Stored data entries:
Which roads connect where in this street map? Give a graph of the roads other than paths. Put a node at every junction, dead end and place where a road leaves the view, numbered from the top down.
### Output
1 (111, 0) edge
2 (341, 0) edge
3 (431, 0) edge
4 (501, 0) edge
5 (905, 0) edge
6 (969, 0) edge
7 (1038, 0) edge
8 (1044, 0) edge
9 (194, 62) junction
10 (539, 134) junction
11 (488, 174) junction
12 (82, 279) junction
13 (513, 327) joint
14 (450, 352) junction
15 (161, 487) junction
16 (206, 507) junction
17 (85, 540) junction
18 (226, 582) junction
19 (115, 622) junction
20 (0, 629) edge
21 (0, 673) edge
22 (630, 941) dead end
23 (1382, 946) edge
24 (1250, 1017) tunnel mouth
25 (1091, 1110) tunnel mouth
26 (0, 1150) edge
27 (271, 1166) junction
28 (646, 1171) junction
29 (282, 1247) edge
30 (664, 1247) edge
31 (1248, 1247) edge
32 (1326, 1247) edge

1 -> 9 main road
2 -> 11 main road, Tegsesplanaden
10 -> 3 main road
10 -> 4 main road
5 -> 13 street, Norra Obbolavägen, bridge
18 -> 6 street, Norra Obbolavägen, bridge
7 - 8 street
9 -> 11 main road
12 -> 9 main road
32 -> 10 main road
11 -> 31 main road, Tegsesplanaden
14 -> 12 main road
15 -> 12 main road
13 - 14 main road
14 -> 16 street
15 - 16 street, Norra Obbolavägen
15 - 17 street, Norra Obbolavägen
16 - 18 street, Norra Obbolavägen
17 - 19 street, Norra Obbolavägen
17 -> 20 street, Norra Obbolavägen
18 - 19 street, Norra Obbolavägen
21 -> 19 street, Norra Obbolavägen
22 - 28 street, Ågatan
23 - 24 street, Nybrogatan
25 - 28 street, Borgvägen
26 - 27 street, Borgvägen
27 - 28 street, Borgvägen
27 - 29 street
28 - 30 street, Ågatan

__Your assignment__
Return, in full, every line of these entries that holds "bridge".

__Answer space__
5 -> 13 street, Norra Obbolavägen, bridge
18 -> 6 street, Norra Obbolavägen, bridge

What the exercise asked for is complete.